転生した双子アイドルは伯爵令嬢に恋をする ~一途な恋の音色~
馬車は王都の美術館に到着した。
先に馬車を降りた僕はクスフォード家の御者にお礼を伝える。

「ありがとう」

昔からクスフォード家の御者をしてくれているチャーリーはパチリとウインクして頑張れ!と笑った。

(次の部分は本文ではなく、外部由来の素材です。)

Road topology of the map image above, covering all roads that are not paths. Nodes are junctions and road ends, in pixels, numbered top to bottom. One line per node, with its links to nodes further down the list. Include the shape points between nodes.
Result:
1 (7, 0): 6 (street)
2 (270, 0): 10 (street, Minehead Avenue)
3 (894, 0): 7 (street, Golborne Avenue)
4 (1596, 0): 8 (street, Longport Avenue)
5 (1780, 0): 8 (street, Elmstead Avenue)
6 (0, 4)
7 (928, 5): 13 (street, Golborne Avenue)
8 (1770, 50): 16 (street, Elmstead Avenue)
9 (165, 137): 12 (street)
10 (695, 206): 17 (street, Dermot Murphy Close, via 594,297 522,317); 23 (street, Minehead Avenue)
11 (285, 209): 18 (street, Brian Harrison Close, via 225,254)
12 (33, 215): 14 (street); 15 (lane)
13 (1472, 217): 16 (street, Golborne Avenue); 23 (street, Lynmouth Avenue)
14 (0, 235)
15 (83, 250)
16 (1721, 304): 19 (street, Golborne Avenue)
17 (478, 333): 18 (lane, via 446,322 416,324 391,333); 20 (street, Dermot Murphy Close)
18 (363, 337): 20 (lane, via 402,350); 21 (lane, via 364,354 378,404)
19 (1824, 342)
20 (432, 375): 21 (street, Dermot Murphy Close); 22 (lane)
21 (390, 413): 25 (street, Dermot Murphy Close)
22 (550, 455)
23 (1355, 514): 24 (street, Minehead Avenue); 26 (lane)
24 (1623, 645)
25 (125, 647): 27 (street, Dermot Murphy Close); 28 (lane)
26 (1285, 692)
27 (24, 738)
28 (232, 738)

庭師のトーマスも「今が見頃の綺麗に咲いている薔薇を選びましたよ」と言ってくれた。
花束を可愛らしくラッピングしてくれたメイドのデイジーにも感謝しかない!
皆も応援してくれている。

「今日から新しい美術展が始まるんだよ」

エスコートしながら絵画鑑賞が趣味のクレアに説明する。

「嬉しい!ありがとう、ルカ!」

絵画をじっと見つめているクレアを僕はチラリと見てしまう。
クレアが気に入っていそうなじっと見ている絵画もチェックしておく。
クレアが進む速度に合わせてゆっくりと作品を楽しんだ。

美術館を出てカフェでクレアはイチゴのジュース、僕はコーヒーを飲みながら感想を伝え合う。
楽しそうな君に僕も笑顔になる。

王都の店舗街を歩いていたら急に足に絡みついてきたものがあった。

「えっ!?」

驚いて見てみると、薄いピンク色のドレスを着た小さな女の子が僕の足にしがみついている。
クレアも気づいたようだ。

「どうしたの?」

僕は女の子の頭を撫でて聞いてみた。

「……おとうさま、キライなの!!」

「ええ!?」

僕はしがみついている女の子の腕をそっと外してしゃがみこんだ。
赤茶色の長い髪に赤い瞳で3、4歳くらいだ。
お父様とケンカしたのかな?
大きな瞳に涙をためているけど我慢している。
少し気が強そうな女の子だ。

「お父様はどこにいるの?」

「……しらない!!」

プイッと顔をそむけて膨れてしまった。

「あなたのお名前は?」

クレアもしゃがみこんで女の子に優しく聞いてくれた。

「ローラ」

「そう。私はクレアよ。よろしくね」

「僕はルカだよ。ローラ様はどこから来たのかな?」

「……わからない。ヒック!」

ついに泣き出してしまった。

「ケンカして走ってここまで来たけど、迷子になっちゃったのかな?」

僕はクレアと顔を見合わせる。

「そうみたいね」

「とりあえず……」

女の子を抱き上げて頭をよしよしする。
周りを見渡してもこの子のお父様らしい人はいない。

「迷子でもあるし、騎士団の駐在所に……」

そう言いかけたら女の子が叫んだ。

「イヤ!!」

「わっ!びっくりした!」

「……かっこいいおにいさまとあそぶ!!」

僕にギュウッとしがみついてきた。

「ええ!? 遊ぶ…?」

順調だったデートは中断してしまった。